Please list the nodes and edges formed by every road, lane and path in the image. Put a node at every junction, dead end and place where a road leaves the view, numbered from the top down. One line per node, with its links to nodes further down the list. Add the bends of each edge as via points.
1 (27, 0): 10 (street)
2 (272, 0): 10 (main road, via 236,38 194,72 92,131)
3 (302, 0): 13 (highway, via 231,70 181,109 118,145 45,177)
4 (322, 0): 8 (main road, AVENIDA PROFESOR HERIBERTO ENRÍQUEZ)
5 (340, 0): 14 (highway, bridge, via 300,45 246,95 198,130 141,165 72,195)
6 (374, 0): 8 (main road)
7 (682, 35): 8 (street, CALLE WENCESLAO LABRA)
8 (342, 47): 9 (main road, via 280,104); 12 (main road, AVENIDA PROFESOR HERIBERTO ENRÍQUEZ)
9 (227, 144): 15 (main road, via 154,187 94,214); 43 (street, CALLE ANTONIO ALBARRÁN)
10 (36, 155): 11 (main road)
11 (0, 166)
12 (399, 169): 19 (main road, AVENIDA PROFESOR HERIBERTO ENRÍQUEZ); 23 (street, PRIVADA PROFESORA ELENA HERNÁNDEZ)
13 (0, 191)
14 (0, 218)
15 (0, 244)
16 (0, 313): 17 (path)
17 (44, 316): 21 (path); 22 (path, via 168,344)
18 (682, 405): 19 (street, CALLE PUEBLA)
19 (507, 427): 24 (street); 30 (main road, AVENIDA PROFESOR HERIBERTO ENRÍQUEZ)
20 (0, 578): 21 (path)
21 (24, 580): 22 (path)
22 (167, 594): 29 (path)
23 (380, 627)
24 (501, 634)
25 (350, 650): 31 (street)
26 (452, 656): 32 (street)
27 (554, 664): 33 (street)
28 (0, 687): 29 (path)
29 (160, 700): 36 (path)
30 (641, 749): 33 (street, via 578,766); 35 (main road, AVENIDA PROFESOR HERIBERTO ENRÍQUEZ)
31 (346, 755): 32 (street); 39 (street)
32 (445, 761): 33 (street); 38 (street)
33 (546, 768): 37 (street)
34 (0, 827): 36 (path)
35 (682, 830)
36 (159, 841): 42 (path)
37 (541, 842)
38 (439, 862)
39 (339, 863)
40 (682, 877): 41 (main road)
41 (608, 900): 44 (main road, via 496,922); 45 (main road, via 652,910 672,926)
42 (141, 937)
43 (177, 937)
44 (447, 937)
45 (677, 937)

● ● ●

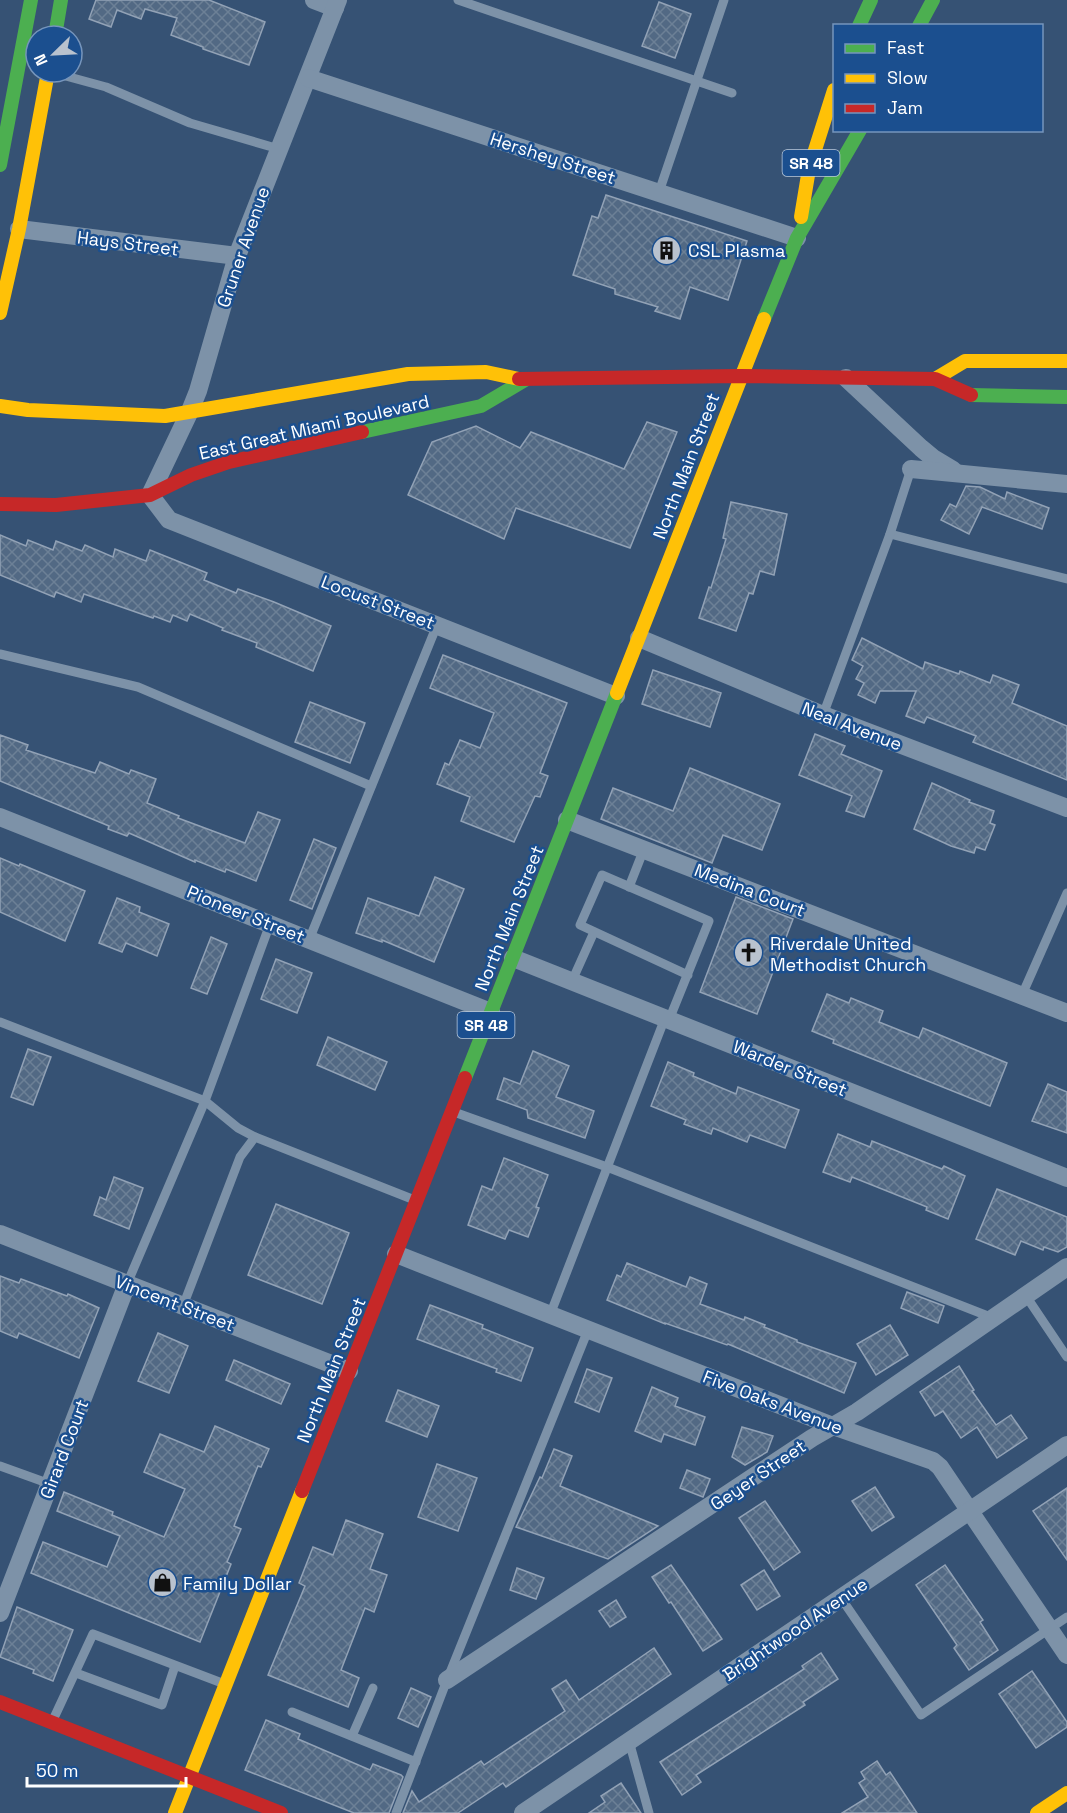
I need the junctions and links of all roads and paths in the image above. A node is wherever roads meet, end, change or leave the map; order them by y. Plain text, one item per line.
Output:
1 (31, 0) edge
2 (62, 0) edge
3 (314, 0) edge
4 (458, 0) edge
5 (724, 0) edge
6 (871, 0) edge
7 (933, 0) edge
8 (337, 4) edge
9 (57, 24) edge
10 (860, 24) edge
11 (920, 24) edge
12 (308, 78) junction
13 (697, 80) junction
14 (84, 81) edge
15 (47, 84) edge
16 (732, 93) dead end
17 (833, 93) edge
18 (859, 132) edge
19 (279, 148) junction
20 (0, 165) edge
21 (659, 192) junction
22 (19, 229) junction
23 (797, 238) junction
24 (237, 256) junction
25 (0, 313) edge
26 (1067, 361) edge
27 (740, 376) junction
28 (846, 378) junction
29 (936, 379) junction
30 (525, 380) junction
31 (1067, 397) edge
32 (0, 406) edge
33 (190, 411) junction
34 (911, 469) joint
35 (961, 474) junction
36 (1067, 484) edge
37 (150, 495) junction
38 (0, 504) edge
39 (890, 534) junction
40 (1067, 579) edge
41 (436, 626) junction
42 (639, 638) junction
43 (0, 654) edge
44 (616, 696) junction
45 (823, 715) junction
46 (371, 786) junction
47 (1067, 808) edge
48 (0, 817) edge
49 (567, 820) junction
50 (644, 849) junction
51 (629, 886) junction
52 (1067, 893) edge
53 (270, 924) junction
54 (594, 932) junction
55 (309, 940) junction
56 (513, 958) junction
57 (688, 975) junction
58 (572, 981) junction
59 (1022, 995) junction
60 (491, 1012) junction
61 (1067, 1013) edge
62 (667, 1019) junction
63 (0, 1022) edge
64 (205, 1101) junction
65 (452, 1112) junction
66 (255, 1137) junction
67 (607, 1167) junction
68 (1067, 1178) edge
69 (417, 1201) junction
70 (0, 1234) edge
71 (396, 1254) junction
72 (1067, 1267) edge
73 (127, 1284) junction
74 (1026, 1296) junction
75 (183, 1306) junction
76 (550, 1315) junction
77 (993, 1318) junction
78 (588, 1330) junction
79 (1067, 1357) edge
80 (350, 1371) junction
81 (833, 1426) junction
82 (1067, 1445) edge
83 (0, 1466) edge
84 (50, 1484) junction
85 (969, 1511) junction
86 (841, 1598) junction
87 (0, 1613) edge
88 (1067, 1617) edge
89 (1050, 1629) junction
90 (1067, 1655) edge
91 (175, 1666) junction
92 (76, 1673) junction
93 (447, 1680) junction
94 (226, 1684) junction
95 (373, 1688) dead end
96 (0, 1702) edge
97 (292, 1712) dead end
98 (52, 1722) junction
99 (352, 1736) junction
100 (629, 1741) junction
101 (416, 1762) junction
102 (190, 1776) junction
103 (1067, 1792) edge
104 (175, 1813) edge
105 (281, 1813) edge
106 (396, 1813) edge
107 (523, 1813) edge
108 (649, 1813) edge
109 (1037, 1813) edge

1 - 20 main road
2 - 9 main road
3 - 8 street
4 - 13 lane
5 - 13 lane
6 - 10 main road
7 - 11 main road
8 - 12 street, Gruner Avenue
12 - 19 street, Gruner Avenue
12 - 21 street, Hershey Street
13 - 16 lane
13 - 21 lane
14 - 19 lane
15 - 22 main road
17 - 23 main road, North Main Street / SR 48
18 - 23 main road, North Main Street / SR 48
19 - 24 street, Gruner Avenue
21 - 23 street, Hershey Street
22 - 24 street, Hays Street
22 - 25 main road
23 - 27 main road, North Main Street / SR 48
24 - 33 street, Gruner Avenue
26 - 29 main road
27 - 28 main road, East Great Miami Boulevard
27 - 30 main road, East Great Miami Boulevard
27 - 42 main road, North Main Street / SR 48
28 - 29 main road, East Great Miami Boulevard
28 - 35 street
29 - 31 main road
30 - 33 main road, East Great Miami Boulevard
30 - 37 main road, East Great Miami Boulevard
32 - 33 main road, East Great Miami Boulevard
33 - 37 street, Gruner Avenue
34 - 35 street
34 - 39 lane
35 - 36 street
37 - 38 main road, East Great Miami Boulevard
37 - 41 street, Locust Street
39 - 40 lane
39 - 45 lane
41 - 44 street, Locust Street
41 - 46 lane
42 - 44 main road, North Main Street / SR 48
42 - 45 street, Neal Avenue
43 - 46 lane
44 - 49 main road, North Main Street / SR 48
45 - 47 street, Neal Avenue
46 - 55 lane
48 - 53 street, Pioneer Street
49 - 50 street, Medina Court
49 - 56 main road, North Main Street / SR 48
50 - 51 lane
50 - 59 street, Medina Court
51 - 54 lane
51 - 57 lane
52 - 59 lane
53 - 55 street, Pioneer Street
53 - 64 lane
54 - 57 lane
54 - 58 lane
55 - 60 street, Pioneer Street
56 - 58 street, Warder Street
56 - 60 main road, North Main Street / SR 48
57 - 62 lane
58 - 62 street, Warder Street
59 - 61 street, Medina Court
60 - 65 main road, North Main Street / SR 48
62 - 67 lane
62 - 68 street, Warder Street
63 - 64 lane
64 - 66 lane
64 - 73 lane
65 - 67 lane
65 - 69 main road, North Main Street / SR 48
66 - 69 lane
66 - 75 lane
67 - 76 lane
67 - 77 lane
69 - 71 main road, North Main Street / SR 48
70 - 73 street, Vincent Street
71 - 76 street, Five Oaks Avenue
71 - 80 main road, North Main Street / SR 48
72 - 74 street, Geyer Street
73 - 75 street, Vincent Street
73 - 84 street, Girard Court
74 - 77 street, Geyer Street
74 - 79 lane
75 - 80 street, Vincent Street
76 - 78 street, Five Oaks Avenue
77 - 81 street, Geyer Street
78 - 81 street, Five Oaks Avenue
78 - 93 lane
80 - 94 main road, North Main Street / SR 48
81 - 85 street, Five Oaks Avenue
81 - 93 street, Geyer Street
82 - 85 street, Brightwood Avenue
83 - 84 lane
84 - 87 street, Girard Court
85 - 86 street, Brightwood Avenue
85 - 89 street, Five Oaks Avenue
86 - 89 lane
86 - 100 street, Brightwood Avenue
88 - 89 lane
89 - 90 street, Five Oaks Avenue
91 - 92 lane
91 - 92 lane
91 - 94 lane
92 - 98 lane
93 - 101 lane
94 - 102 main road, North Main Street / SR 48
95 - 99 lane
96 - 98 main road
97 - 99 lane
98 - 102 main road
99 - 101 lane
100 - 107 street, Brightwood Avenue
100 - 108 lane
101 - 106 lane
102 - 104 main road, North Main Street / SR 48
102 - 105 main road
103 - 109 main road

● ● ●

How to complete this task: Copy each line of the listing that includes "links".

Output of the task:
Please list the nodes and edges formed by every road, lane and path in the image. Put a node at every junction, dead end and place where a road leaves the view, numbered from the top down. One line per node, with its links to nodes further down the list. Add the bends of each edge as via points.
I need the junctions and links of all roads and paths in the image above. A node is wherever roads meet, end, change or leave the map; order them by y. Plain text, one item per line.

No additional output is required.